## [TASK GOAL]
Within the records, tally the lines that contain "bridge" and reply with that number only.

((

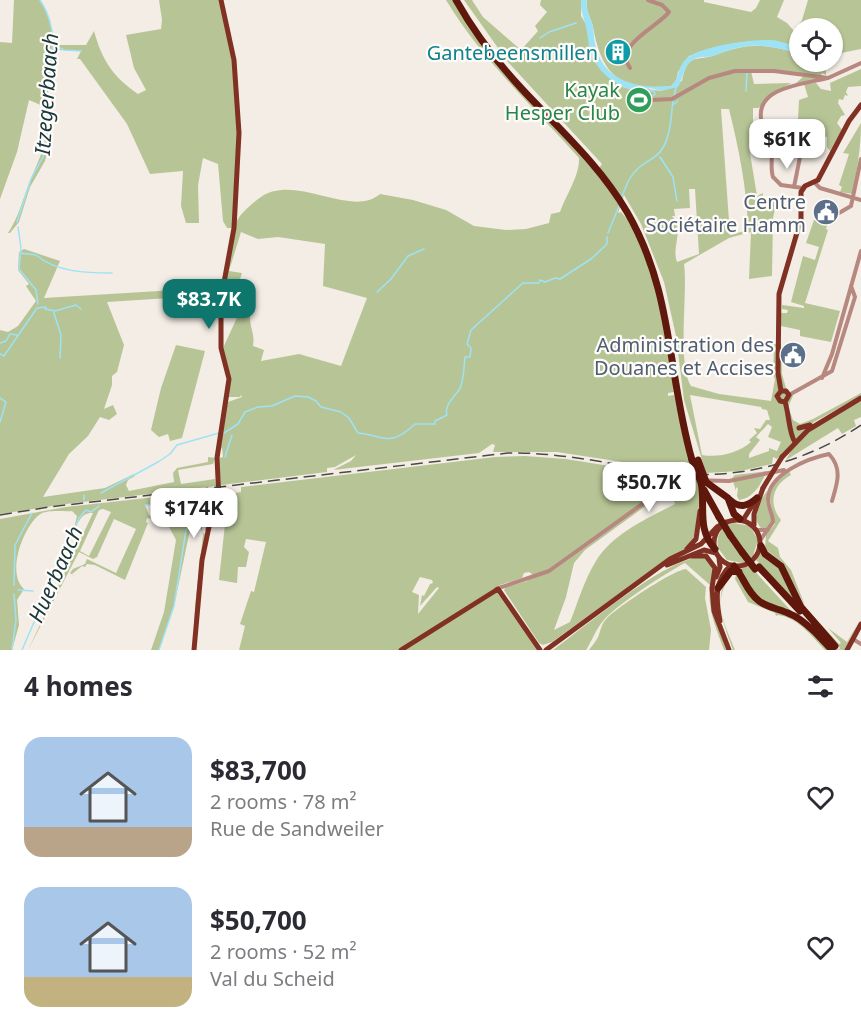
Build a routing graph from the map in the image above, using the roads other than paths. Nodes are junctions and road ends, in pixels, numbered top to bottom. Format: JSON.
{"nodes":[{"id":1,"x":221,"y":0,"type":"edge"},
{"id":2,"x":456,"y":0,"type":"edge"},
{"id":3,"x":461,"y":0,"type":"edge"},
{"id":4,"x":648,"y":0,"type":"edge"},
{"id":5,"x":861,"y":63,"type":"edge"},
{"id":6,"x":630,"y":68,"type":"dead end"},
{"id":7,"x":828,"y":78,"type":"junction"},
{"id":8,"x":636,"y":96,"type":"dead end"},
{"id":9,"x":861,"y":105,"type":"edge"},
{"id":10,"x":800,"y":157,"type":"dead end"},
{"id":11,"x":861,"y":159,"type":"edge"},
{"id":12,"x":599,"y":168,"type":"junction"},
{"id":13,"x":815,"y":183,"type":"junction"},
{"id":14,"x":794,"y":187,"type":"junction"},
{"id":15,"x":803,"y":188,"type":"junction"},
{"id":16,"x":854,"y":198,"type":"junction"},
{"id":17,"x":861,"y":200,"type":"edge"},
{"id":18,"x":831,"y":215,"type":"dead end"},
{"id":19,"x":861,"y":251,"type":"edge"},
{"id":20,"x":851,"y":286,"type":"junction"},
{"id":21,"x":848,"y":295,"type":"junction"},
{"id":22,"x":855,"y":297,"type":"junction"},
{"id":23,"x":838,"y":327,"type":"junction"},
{"id":24,"x":845,"y":330,"type":"junction"},
{"id":25,"x":837,"y":343,"type":"junction"},
{"id":26,"x":834,"y":354,"type":"junction"},
{"id":27,"x":826,"y":369,"type":"junction"},
{"id":28,"x":832,"y":372,"type":"junction"},
{"id":29,"x":822,"y":378,"type":"junction"},
{"id":30,"x":781,"y":391,"type":"junction"},
{"id":31,"x":789,"y":395,"type":"junction"},
{"id":32,"x":861,"y":398,"type":"edge"},
{"id":33,"x":785,"y":402,"type":"junction"},
{"id":34,"x":790,"y":420,"type":"junction"},
{"id":35,"x":820,"y":420,"type":"junction"},
{"id":36,"x":799,"y":428,"type":"junction"},
{"id":37,"x":802,"y":435,"type":"junction"},
{"id":38,"x":795,"y":442,"type":"junction"},
{"id":39,"x":784,"y":470,"type":"dead end"},
{"id":40,"x":704,"y":482,"type":"junction"},
{"id":41,"x":763,"y":488,"type":"junction"},
{"id":42,"x":728,"y":498,"type":"junction"},
{"id":43,"x":756,"y":498,"type":"junction"},
{"id":44,"x":832,"y":501,"type":"dead end"},
{"id":45,"x":702,"y":504,"type":"junction"},
{"id":46,"x":722,"y":518,"type":"junction"},
{"id":47,"x":742,"y":520,"type":"junction"},
{"id":48,"x":756,"y":528,"type":"junction"},
{"id":49,"x":769,"y":530,"type":"junction"},
{"id":50,"x":707,"y":538,"type":"junction"},
{"id":51,"x":760,"y":543,"type":"junction"},
{"id":52,"x":717,"y":553,"type":"junction"},
{"id":53,"x":690,"y":556,"type":"junction"},
{"id":54,"x":670,"y":560,"type":"junction"},
{"id":55,"x":732,"y":566,"type":"junction"},
{"id":56,"x":757,"y":568,"type":"junction"},
{"id":57,"x":659,"y":569,"type":"junction"},
{"id":58,"x":739,"y":572,"type":"junction"},
{"id":59,"x":508,"y":583,"type":"junction"},
{"id":60,"x":495,"y":589,"type":"junction"},
{"id":61,"x":715,"y":590,"type":"junction"},
{"id":62,"x":503,"y":593,"type":"junction"},
{"id":63,"x":861,"y":624,"type":"edge"},
{"id":64,"x":817,"y":634,"type":"junction"},
{"id":65,"x":853,"y":639,"type":"junction"},
{"id":66,"x":861,"y":644,"type":"edge"},
{"id":67,"x":540,"y":648,"type":"edge"},
{"id":68,"x":835,"y":648,"type":"edge"},
{"id":69,"x":548,"y":649,"type":"edge"},
{"id":70,"x":194,"y":650,"type":"edge"},
{"id":71,"x":401,"y":650,"type":"edge"},
{"id":72,"x":729,"y":650,"type":"edge"},
{"id":73,"x":847,"y":650,"type":"edge"}],
"edges":[{"from":1,"to":70,"type":"main road"},
{"from":2,"to":12,"type":"highway"},
{"from":3,"to":12,"type":"highway"},
{"from":4,"to":6,"type":"street"},
{"from":5,"to":7,"type":"street"},
{"from":7,"to":8,"type":"street"},
{"from":7,"to":14,"type":"street"},
{"from":9,"to":13,"type":"main road"},
{"from":10,"to":14,"type":"street"},
{"from":11,"to":16,"type":"street"},
{"from":12,"to":40,"type":"highway","bridge":true},
{"from":13,"to":15,"type":"main road"},
{"from":13,"to":16,"type":"street"},
{"from":14,"to":15,"type":"street"},
{"from":15,"to":30,"type":"main road"},
{"from":16,"to":17,"type":"street"},
{"from":16,"to":18,"type":"street"},
{"from":19,"to":20,"type":"street"},
{"from":20,"to":21,"type":"street"},
{"from":20,"to":22,"type":"street"},
{"from":21,"to":22,"type":"street"},
{"from":21,"to":23,"type":"street"},
{"from":22,"to":24,"type":"street"},
{"from":23,"to":24,"type":"street"},
{"from":23,"to":25,"type":"street"},
{"from":24,"to":25,"type":"street"},
{"from":25,"to":26,"type":"street"},
{"from":26,"to":27,"type":"street"},
{"from":26,"to":28,"type":"street"},
{"from":27,"to":28,"type":"street"},
{"from":27,"to":29,"type":"street"},
{"from":28,"to":29,"type":"street"},
{"from":29,"to":31,"type":"street"},
{"from":30,"to":31,"type":"main road"},
{"from":30,"to":33,"type":"main road"},
{"from":31,"to":33,"type":"main road"},
{"from":32,"to":35,"type":"main road"},
{"from":33,"to":34,"type":"main road"},
{"from":34,"to":36,"type":"main road"},
{"from":34,"to":38,"type":"main road"},
{"from":35,"to":36,"type":"main road"},
{"from":35,"to":37,"type":"main road"},
{"from":36,"to":37,"type":"main road"},
{"from":37,"to":38,"type":"main road"},
{"from":38,"to":41,"type":"main road","bridge":true},
{"from":39,"to":59,"type":"street"},
{"from":40,"to":42,"type":"highway"},
{"from":40,"to":45,"type":"highway"},
{"from":40,"to":46,"type":"highway"},
{"from":41,"to":43,"type":"main road"},
{"from":41,"to":48,"type":"main road"},
{"from":42,"to":43,"type":"highway"},
{"from":42,"to":47,"type":"highway"},
{"from":43,"to":47,"type":"main road"},
{"from":44,"to":49,"type":"street"},
{"from":45,"to":50,"type":"highway"},
{"from":45,"to":54,"type":"main road"},
{"from":46,"to":47,"type":"main road"},
{"from":46,"to":50,"type":"main road"},
{"from":46,"to":52,"type":"main road"},
{"from":46,"to":56,"type":"highway","bridge":true},
{"from":47,"to":48,"type":"main road"},
{"from":48,"to":49,"type":"street"},
{"from":48,"to":51,"type":"main road"},
{"from":49,"to":51,"type":"street"},
{"from":50,"to":52,"type":"highway"},
{"from":50,"to":54,"type":"main road"},
{"from":51,"to":55,"type":"main road"},
{"from":51,"to":68,"type":"highway"},
{"from":52,"to":53,"type":"main road"},
{"from":52,"to":55,"type":"main road"},
{"from":52,"to":61,"type":"main road"},
{"from":53,"to":57,"type":"main road"},
{"from":53,"to":61,"type":"main road"},
{"from":54,"to":57,"type":"main road"},
{"from":55,"to":58,"type":"highway"},
{"from":55,"to":61,"type":"main road"},
{"from":56,"to":64,"type":"highway"},
{"from":56,"to":68,"type":"highway"},
{"from":57,"to":69,"type":"main road"},
{"from":58,"to":61,"type":"highway"},
{"from":58,"to":64,"type":"highway"},
{"from":59,"to":60,"type":"street"},
{"from":59,"to":62,"type":"street"},
{"from":60,"to":62,"type":"main road"},
{"from":60,"to":71,"type":"main road"},
{"from":61,"to":72,"type":"main road"},
{"from":62,"to":67,"type":"main road"},
{"from":63,"to":65,"type":"main road"},
{"from":64,"to":68,"type":"highway"},
{"from":65,"to":66,"type":"street"},
{"from":65,"to":73,"type":"main road"},
{"from":67,"to":69,"type":"main road"}]}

))

## [SOLUTION TO THIS EXERCISE]
3